2. And five of these are ranked the least peaceful nations in the world, according to the 2015 Global Peace Index (GPI).

3. Similarly, in nations with the highest Terrorism Index, more countries have a presidential form (Afghanistan, Nigeria, Syria, Yemen, Somalia, Libya, the Philippines) while the rest have parliamentary governments (Iraq, Pakistan and India).

With our unitary-presidential system, the Philippines ranks among these countries: Somalia, North Korea, Afghanistan, Sudan, South Sudan, Angola, Libya, Iraq, Venezuela and Guinea-Bissau; followed by Syria, Yemen, Central Africa Republic, Ukraine and Libya.

Least corrupt countries (the better ones)

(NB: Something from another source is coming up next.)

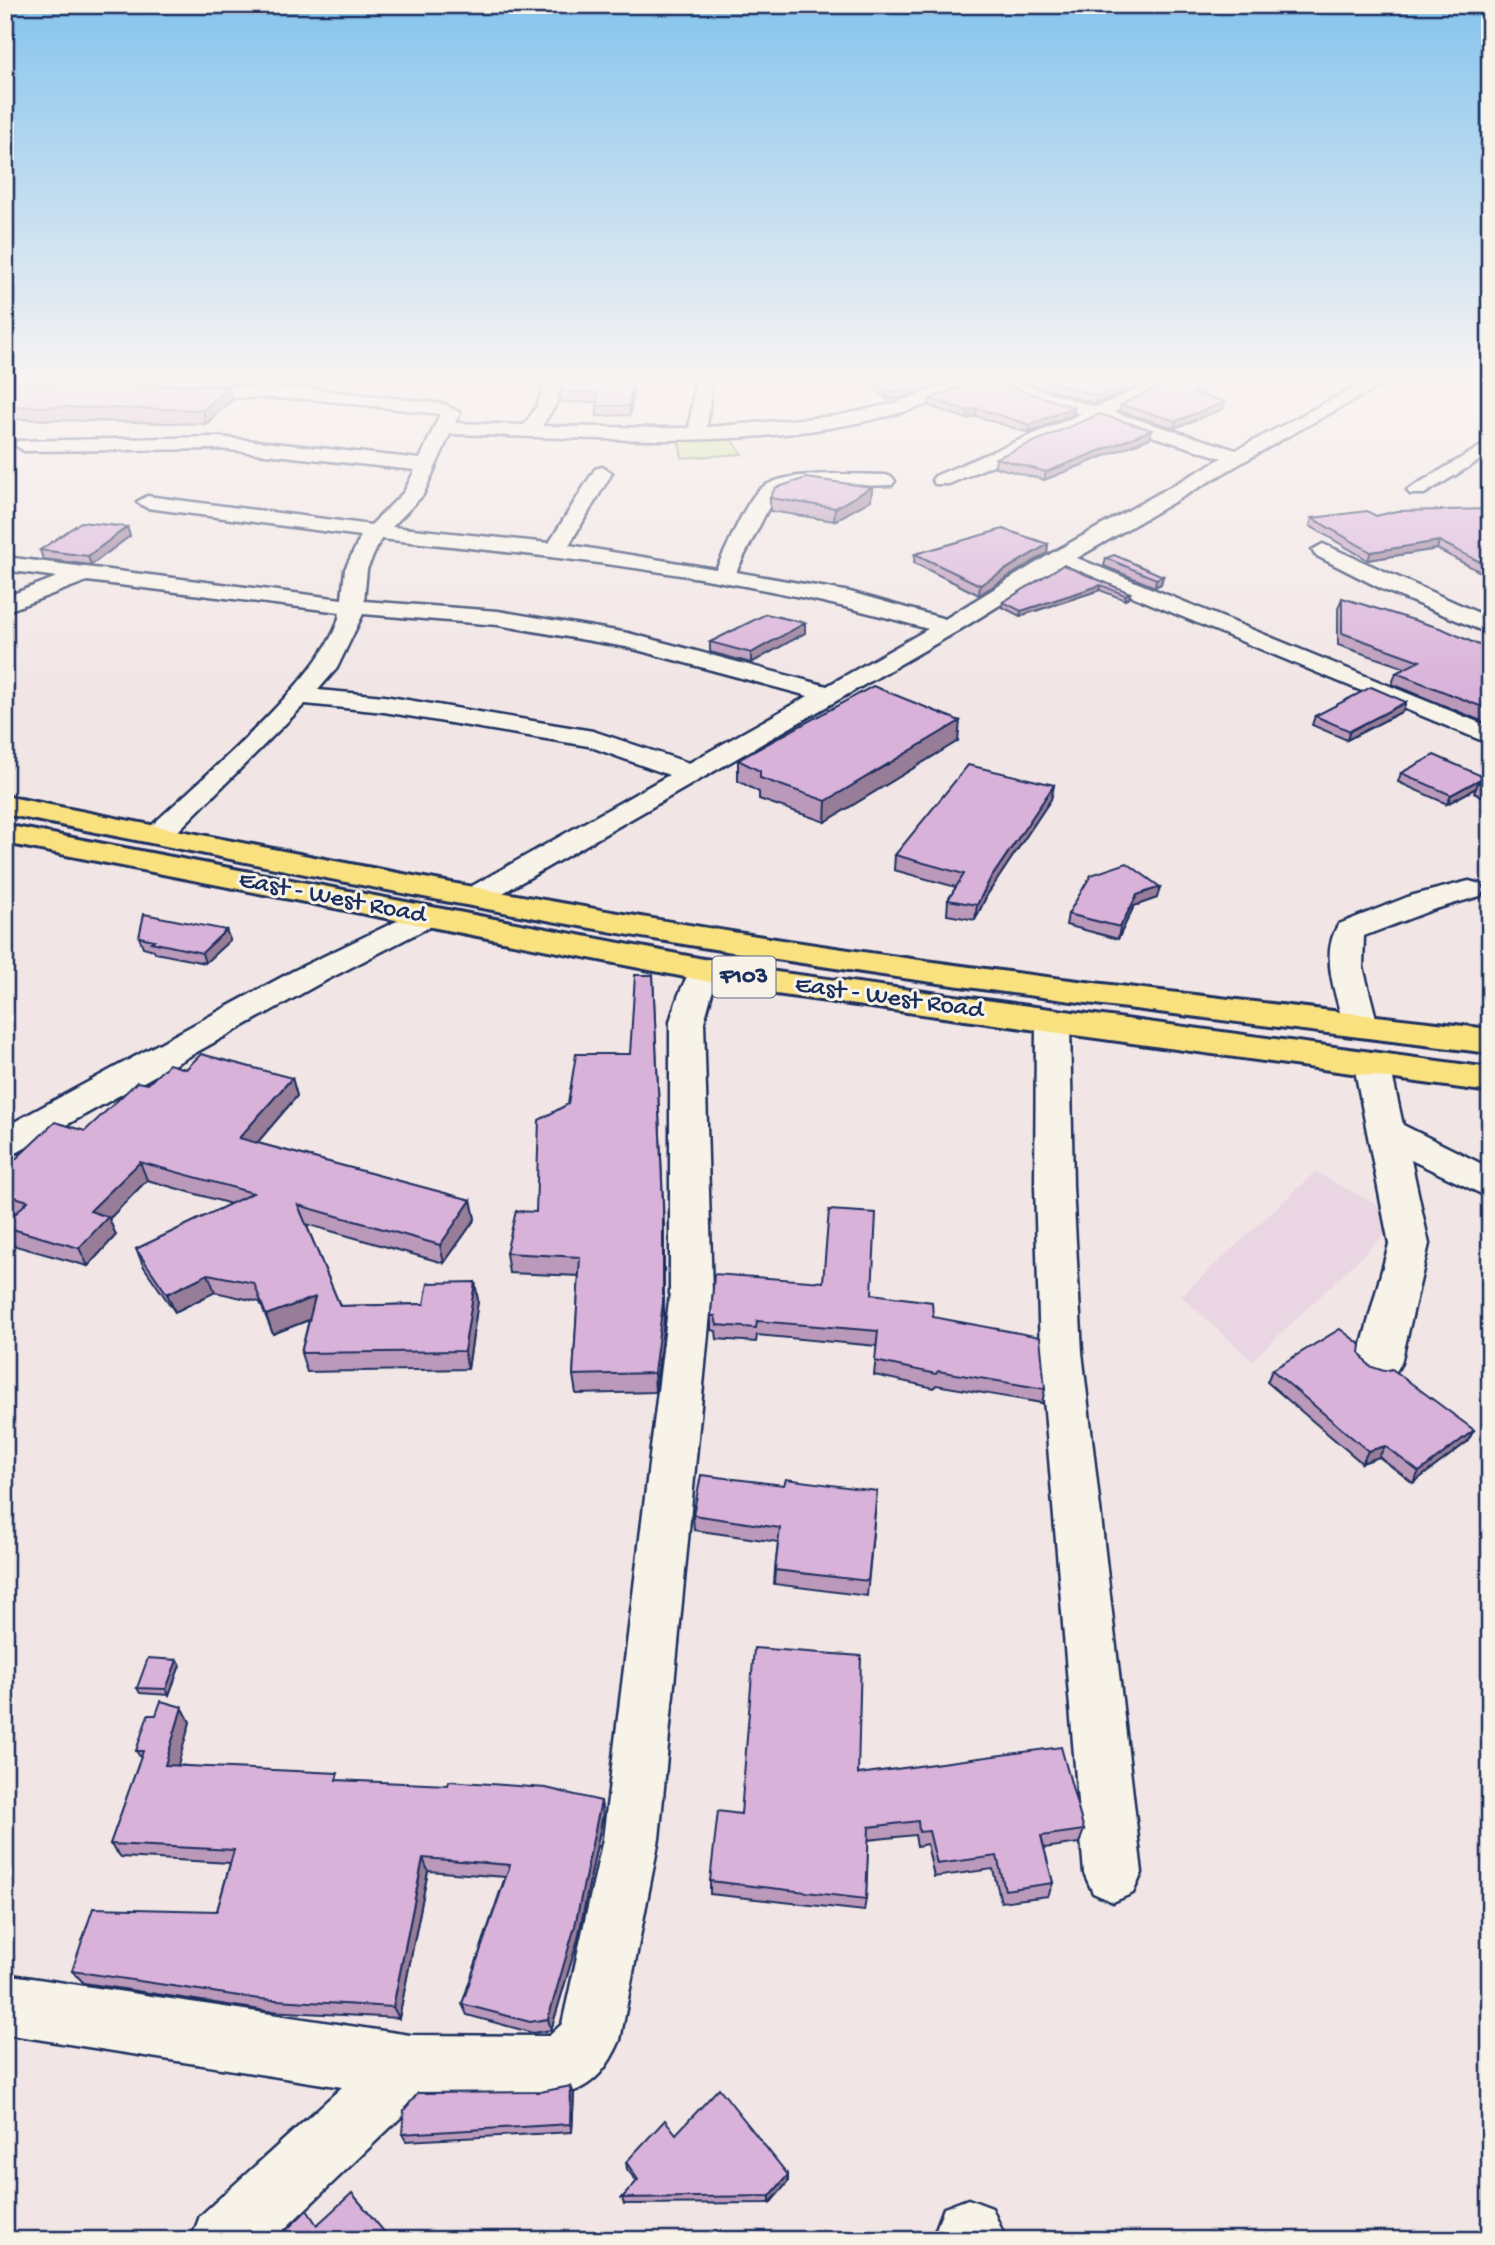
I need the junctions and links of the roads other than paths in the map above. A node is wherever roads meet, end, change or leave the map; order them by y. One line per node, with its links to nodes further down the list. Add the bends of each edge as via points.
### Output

In contrast, all of those in the top 16 “least corrupt” nations are under a parliamentary system, with the exception of the United States (presidential-federal); and these are also the 16 most prosperous nations in the world. They lead in curbing corruption and ranked high in human development in the 2015 UNDP human development index. These countries are Denmark, Finland, Sweden, New Zealand, Netherlands, Norway, Switzerland, Singapore, Canada, Germany, Ireland, the US, Iceland, Luxembourg, the UK and Australia.

Empirical evidence shows that a federal form is definitely better than a unitary system. But clearly it also suggests that a parliamentary system is superior to the presidential form in many criteria of government performance.

Postscript

Last week’s SONA was a total disappointment to the fed-parl advocates and political reformers. DU30, the last hope of the federalists was eloquently profound in his silence on the revision of the Constitution that could usher in badly needed systemic reforms. I will just quote Senator Drilon: “…the non- inclusion of federalism indicates that the Cha-cha was laid to rest…Those who have plans to revive it this 18th Congress should better think twice. It will be an exercise in futility.” Thus spoke the head of the opposition in the Senate. In the end, the Yellows won!

And from the Deegong himself, after his SONA: “…federalism is complicated…it will not happen during my term.” The last nail in the coffin. Federalism is dead, please don’t send flowers.